Saturday, September 20, 2003
I-Hop, BF thought it would be fun to go out to breakfast before our meeting. I, on the other hand, couldn't put anything in me for fear of throwing it all up! I was so nervous, I was so scared, and on edge. I didn't pray that morning, maybe because I wanted that feeling there... that scared kind. We walked in, and sat at a booth in the North part of the restaurant, next to the window... gosh that blue is ugly... I sat in the west seat, he sat in the east. He inhaled his food as if it was going to disappear in an instance. Or maybe if just felt that way because I was so nauseated? "You really should eat something, it will help you feel better."
I cried, and couldn't stop crying. Why was I so nervous?
As we got in the car, I looked out the window as we drove to LDSFS and said a prayer to help me. I needed to know, again, that this was the right thing to do. Though my nerves weren't nearly calmed as I wanted them to be... I felt a peace come over me. I was about to meet the parent of this baby. I was helping him get to where he is supposed to be. I was still nervous, but now a little excited. I KNEW they would be amazing. I KNEW I would love them...

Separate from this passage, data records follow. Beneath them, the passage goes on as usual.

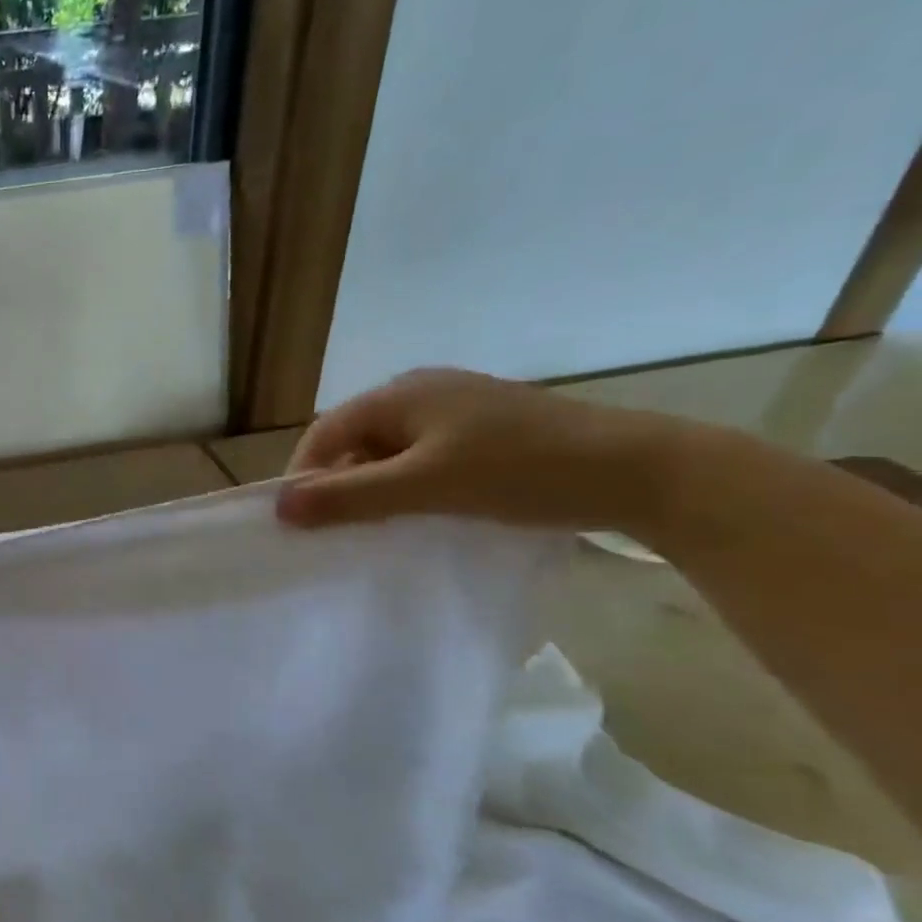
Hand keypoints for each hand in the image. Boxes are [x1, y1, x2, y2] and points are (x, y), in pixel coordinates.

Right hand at [276, 368, 667, 531]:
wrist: (642, 471)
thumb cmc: (521, 471)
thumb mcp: (424, 487)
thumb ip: (348, 496)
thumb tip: (278, 507)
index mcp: (400, 393)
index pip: (324, 433)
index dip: (303, 475)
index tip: (299, 523)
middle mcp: (422, 391)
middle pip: (354, 440)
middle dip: (339, 484)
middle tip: (339, 530)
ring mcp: (458, 408)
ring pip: (389, 451)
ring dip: (375, 488)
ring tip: (381, 526)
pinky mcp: (486, 430)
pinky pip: (424, 457)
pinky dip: (410, 485)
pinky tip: (426, 511)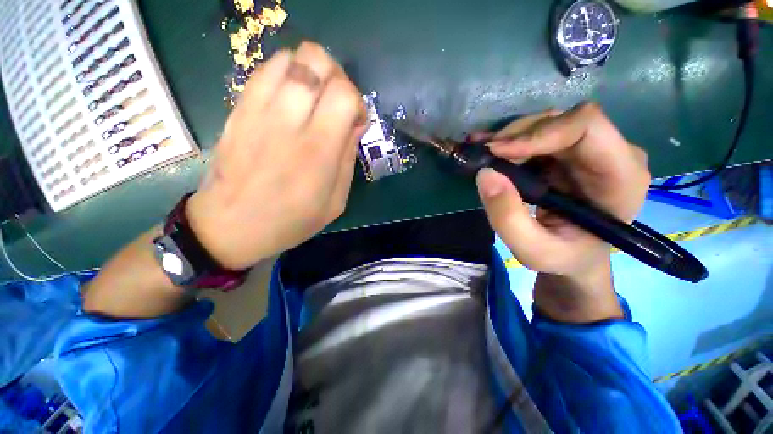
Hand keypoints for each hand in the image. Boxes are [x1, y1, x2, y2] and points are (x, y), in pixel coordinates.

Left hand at [187, 42, 365, 269]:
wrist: (230, 227)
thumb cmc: (291, 221)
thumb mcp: (335, 202)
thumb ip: (348, 159)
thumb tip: (355, 124)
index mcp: (318, 151)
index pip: (344, 94)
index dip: (357, 102)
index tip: (355, 123)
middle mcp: (288, 122)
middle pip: (317, 61)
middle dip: (337, 77)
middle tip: (336, 104)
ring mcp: (258, 110)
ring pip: (291, 57)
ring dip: (311, 72)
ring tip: (314, 101)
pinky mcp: (239, 108)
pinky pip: (265, 70)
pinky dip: (286, 74)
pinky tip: (290, 100)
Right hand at [475, 103, 650, 321]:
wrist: (575, 256)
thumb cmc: (563, 257)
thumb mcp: (532, 250)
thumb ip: (508, 218)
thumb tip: (485, 174)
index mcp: (620, 178)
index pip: (587, 127)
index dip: (538, 132)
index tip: (498, 152)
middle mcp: (612, 153)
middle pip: (562, 121)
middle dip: (517, 136)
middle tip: (483, 155)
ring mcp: (591, 150)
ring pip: (546, 124)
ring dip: (510, 139)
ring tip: (482, 155)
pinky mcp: (570, 152)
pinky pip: (538, 135)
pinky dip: (510, 142)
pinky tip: (490, 150)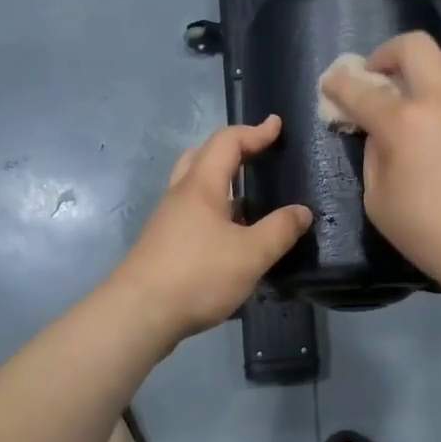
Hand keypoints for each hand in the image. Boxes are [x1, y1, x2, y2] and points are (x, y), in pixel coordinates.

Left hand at [110, 116, 311, 341]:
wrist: (138, 314)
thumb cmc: (197, 275)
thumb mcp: (250, 254)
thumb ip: (280, 230)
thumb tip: (302, 211)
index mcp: (201, 186)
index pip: (227, 142)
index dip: (254, 131)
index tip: (277, 127)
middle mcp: (180, 195)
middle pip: (202, 157)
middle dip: (232, 150)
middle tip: (258, 156)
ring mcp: (168, 220)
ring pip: (195, 187)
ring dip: (222, 183)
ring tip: (251, 198)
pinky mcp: (163, 245)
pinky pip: (192, 214)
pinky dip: (215, 211)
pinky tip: (231, 236)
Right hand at [319, 33, 440, 293]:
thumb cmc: (431, 233)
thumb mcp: (379, 202)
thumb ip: (373, 156)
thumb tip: (379, 134)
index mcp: (404, 122)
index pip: (361, 89)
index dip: (339, 84)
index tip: (330, 84)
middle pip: (413, 45)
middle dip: (385, 54)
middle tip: (377, 78)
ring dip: (421, 66)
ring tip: (412, 94)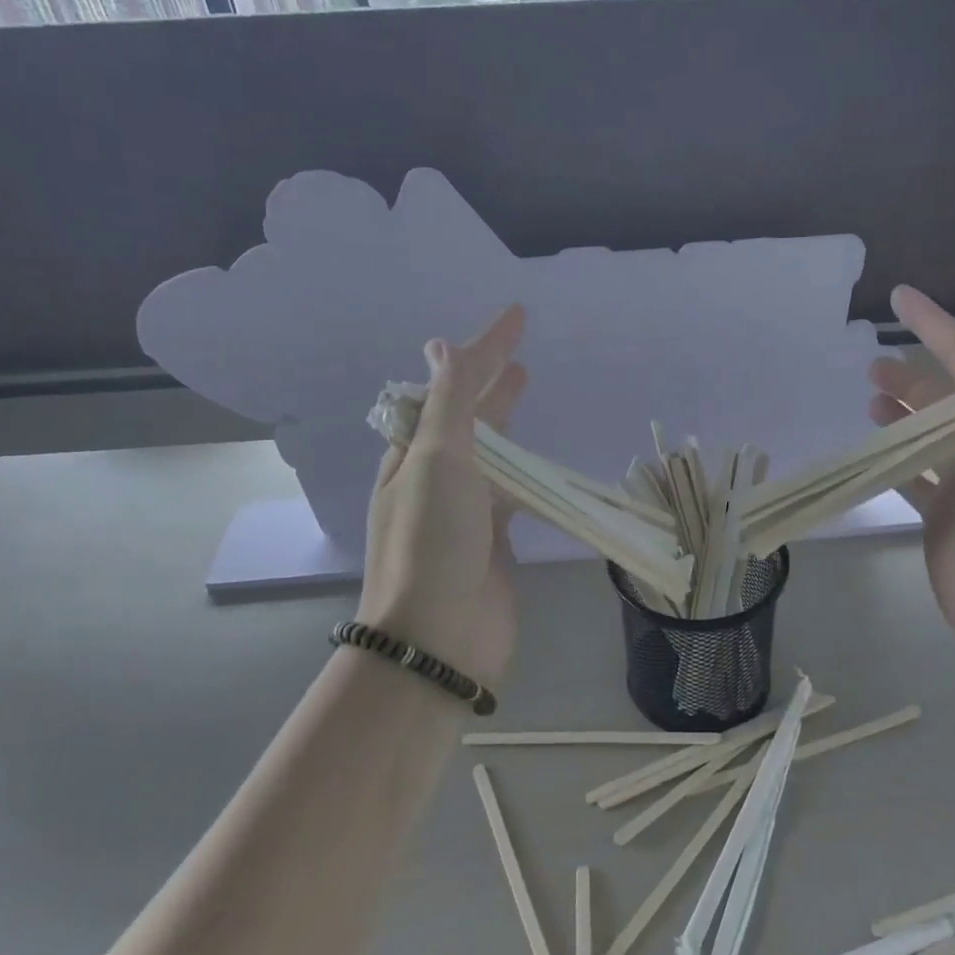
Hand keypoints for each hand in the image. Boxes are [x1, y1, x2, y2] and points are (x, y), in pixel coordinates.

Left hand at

Were they there first? Or did we sit down and they came in after? I can't remember. I do remember that seeing S, how BEAUTIFUL, how kind her eyes were. R, so handsome, kind, he looked nervous too, or I hoped he did:). Every ounce of fear left my body, and the hour we were together was TOO SHORT. I wished I could have left with them and spent the day together. I wished I could just bring them home with me for the rest of this pregnancy, they were PERFECT. S, a teacher, brought a list of names with her, I wanted them to name him. Though, there were 4 names that we had initially thought of while we were deciding on what to do. So many options, we talked about our families, about what he would get to do growing up. I never wanted to leave there side!

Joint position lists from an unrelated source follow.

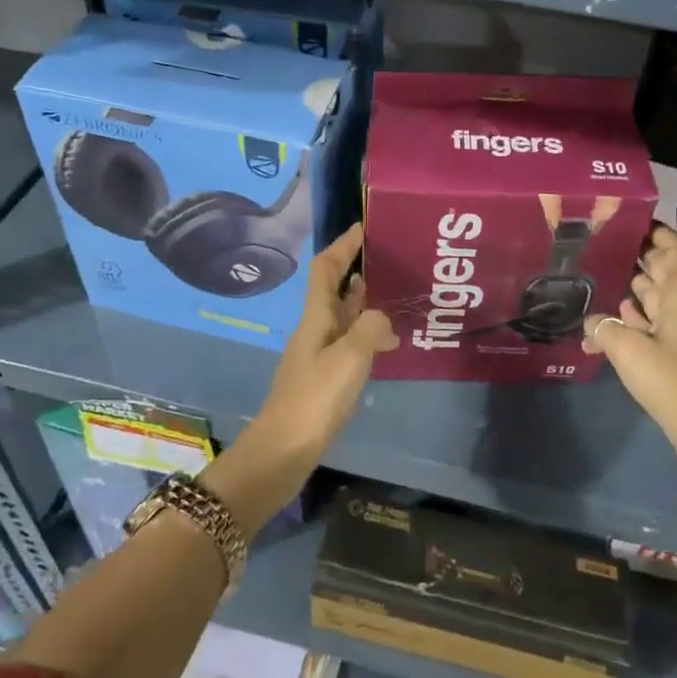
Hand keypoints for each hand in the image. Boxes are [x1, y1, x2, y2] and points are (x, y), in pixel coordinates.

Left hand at [255, 224, 397, 454]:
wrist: (283, 451)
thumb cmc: (314, 399)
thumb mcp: (349, 359)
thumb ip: (370, 329)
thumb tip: (383, 319)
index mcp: (315, 318)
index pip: (326, 269)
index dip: (343, 245)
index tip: (363, 227)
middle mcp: (315, 329)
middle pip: (333, 288)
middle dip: (355, 267)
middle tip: (388, 256)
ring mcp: (318, 354)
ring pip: (342, 315)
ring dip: (363, 299)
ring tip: (393, 290)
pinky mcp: (325, 377)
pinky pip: (349, 340)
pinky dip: (367, 332)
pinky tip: (386, 341)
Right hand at [584, 225, 676, 456]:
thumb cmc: (667, 376)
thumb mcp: (627, 348)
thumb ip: (603, 328)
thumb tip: (590, 321)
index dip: (660, 233)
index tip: (633, 222)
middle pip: (663, 271)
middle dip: (639, 256)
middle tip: (606, 246)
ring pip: (654, 298)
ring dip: (631, 287)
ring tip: (599, 277)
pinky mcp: (670, 352)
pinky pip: (648, 324)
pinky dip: (629, 318)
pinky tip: (604, 321)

It was true, the second we met, it was as if I'd known them forever. I guess I had, really, at least before this life... but it felt so right. They were perfect, kind, hard working, their families were great(though I'd never met them), it was ... PERFECT. I don't know of a word that could describe how that moment was. How anxious I was for them to meet this little baby. To meet THEIR baby.
I'd had a Dr app the day before, 142, dilated to a 2. He would probably come early, I was due October 16, my sisters birthday. I couldn't believe we were meeting a family ... his family.. and I was due in just a few short weeks!
That moment is one I wish I could have got on tape, to have been videoed. I wish I could have spent days with them... I wished... for so much.
We matched... it was destiny. Ha, little things I noticed, that she did that reminded me of my mom. Things that he did that reminded me of my dad. Oh they were perfect! My heart was full, and I was go grateful for more confirmations that this was right. For the knowledge that it was the right thing for this little guy to be with them. I didn't know this then, but I know that, because of my choice, Heavenly Father sent E to me, to get to his mom and dad. He knew that I wasn't ready to be a mom. And that BF was NOT supposed to be a part of my life as a father of a child. He knew that I had to learn something from my actions, and so he LET me be the vessel in which I got E to his family. His ETERNAL family.
I can't remember what we did after, I know I went and told my family about them. It was a permanent high for so long. I was so Happy and was looking forward to seeing them again. I started wishing that I wouldn't have said "OK" to following the rules. I wanted to call them every day to tell them about what baby boy was doing! I trusted them with every fiber of my body. What a blessing.